Jörg Zeller
Pages 33-41
DOI: 10.5840/cultura20063227


ABSTRACT

It seems obvious that signs in visual art and musical notation are static carriers of visual and acoustic information. Both types of sign, however, represent dynamic processes. In real space-time, there exists no static visible thing or static audible sound. The sources of visible or audible information are dynamic — ie. complementary substantial- energetic-informational — entities extending in space-time. The same is true of an artificial or organic receiver and processor of visual or audible information. Reality and semiosis — to be, to be perceived, and to be understood or to communicate — are dynamic processes. From a semiotic point of view, thus, pictures, photographic or artistic sign structures can’t be icons — in any case, if icons in a Peirceian manner are understood as signs representing objects for an interpretant by similarity (cf. Peirce 1994).
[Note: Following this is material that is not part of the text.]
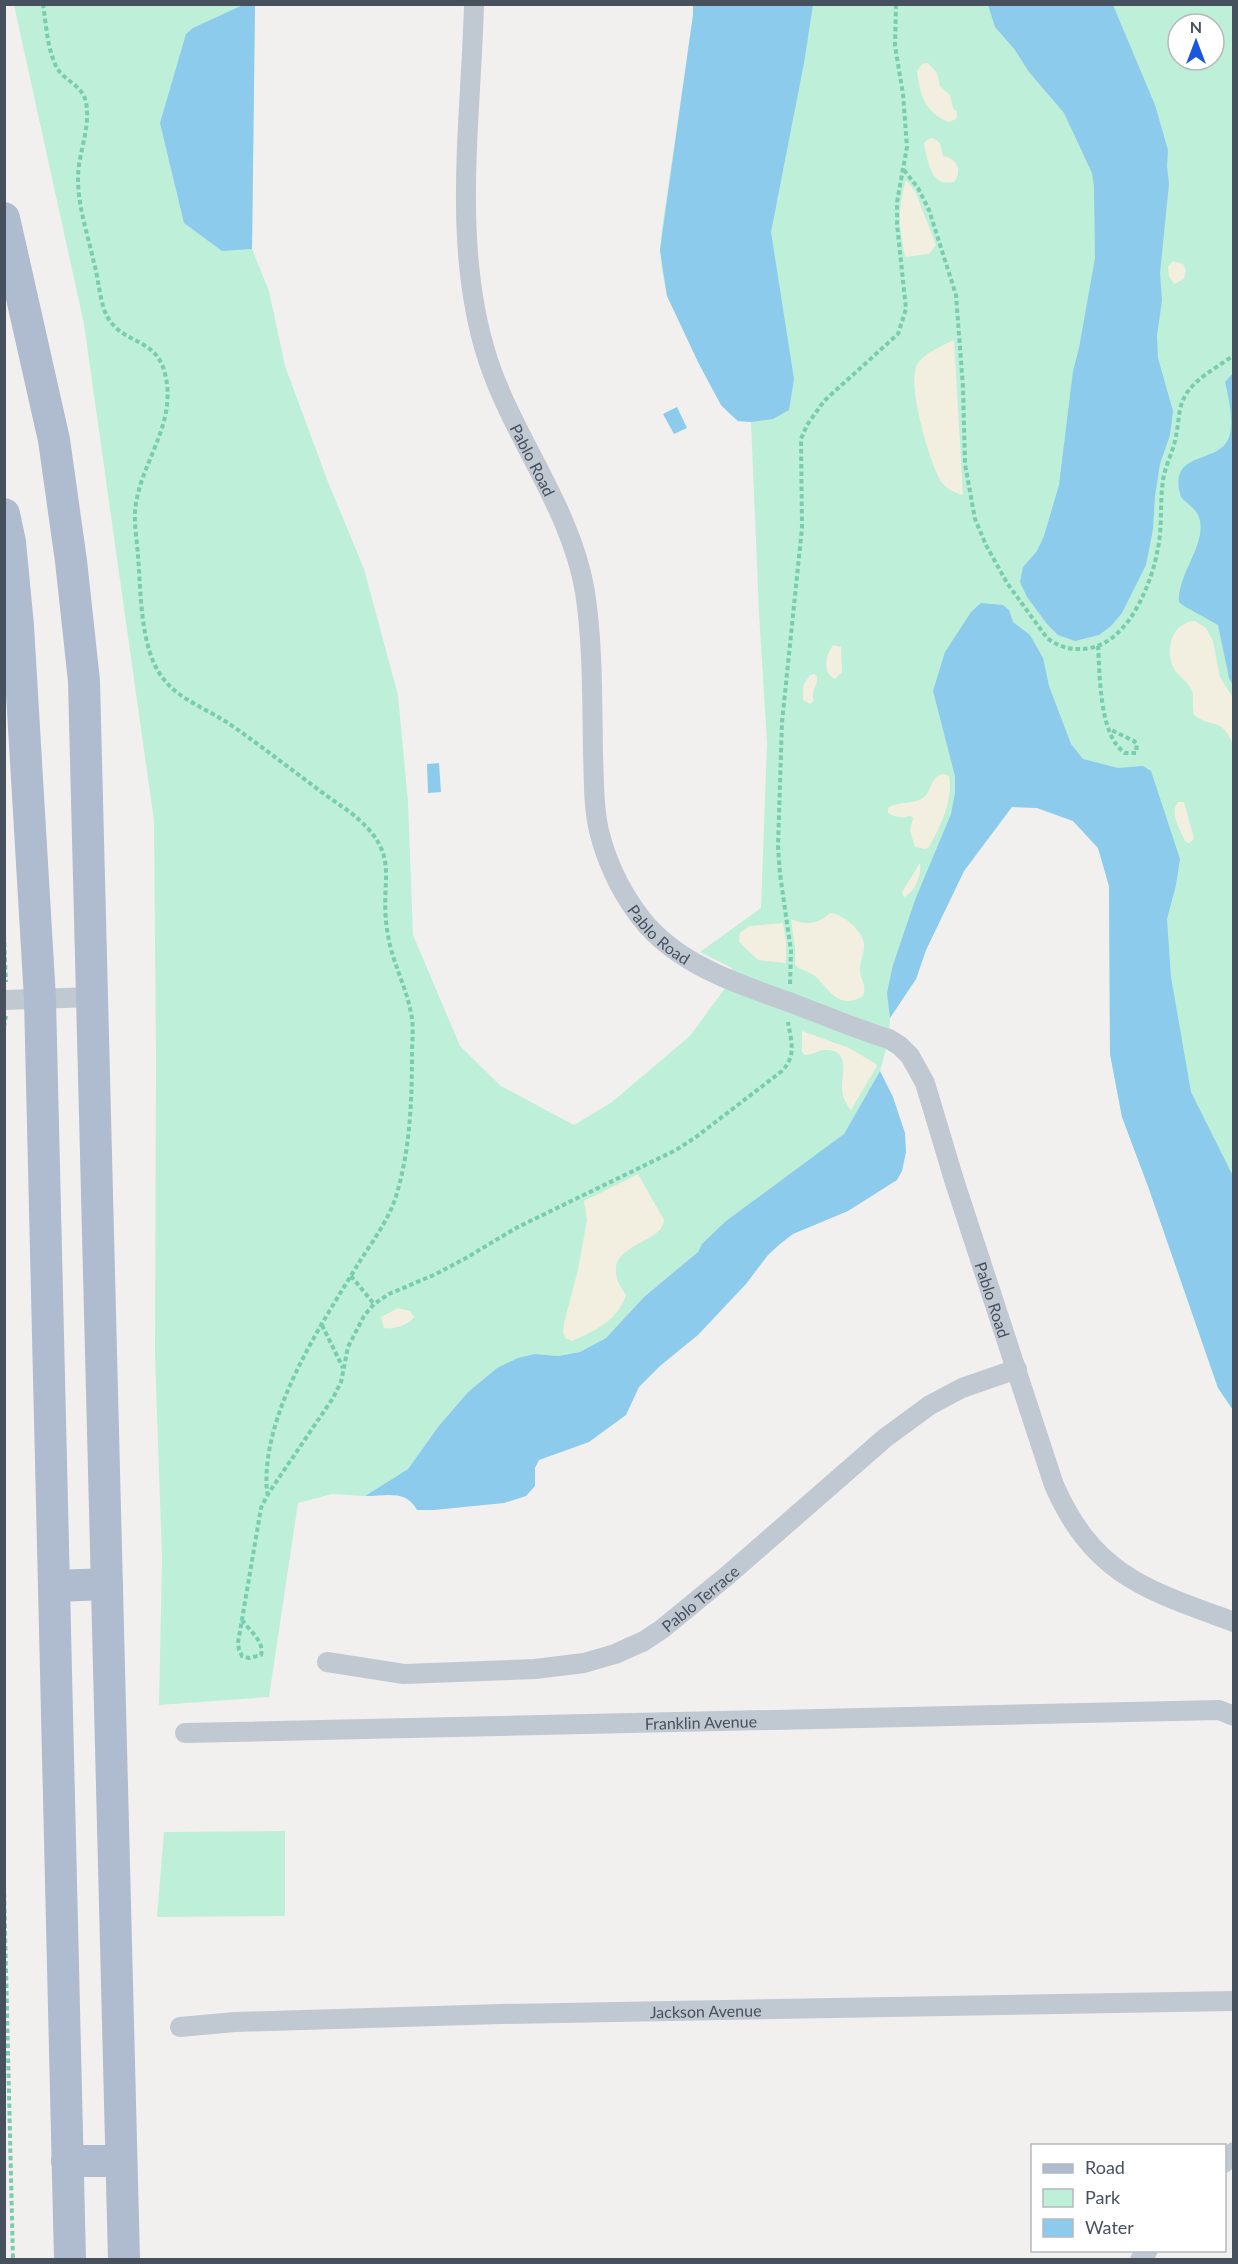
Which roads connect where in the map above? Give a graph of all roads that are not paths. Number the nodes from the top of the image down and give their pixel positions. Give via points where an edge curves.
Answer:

Similarity between icon and object is not a static precondition but a dynamic result of visual semiosis, i.e. of categorizing. Seeing something or hearing something is, as a consequence, not an “intuitive” or instantaneous Gestalt shift between representamen and object ongoing in an interpretant. And so, according to Fernande Saint- Martin 1990: “visual semiotics … has to adopt an epistemology which is more in agreement with the dynamics of observed phenomena. It will recognize that matter is not inertness, but energy.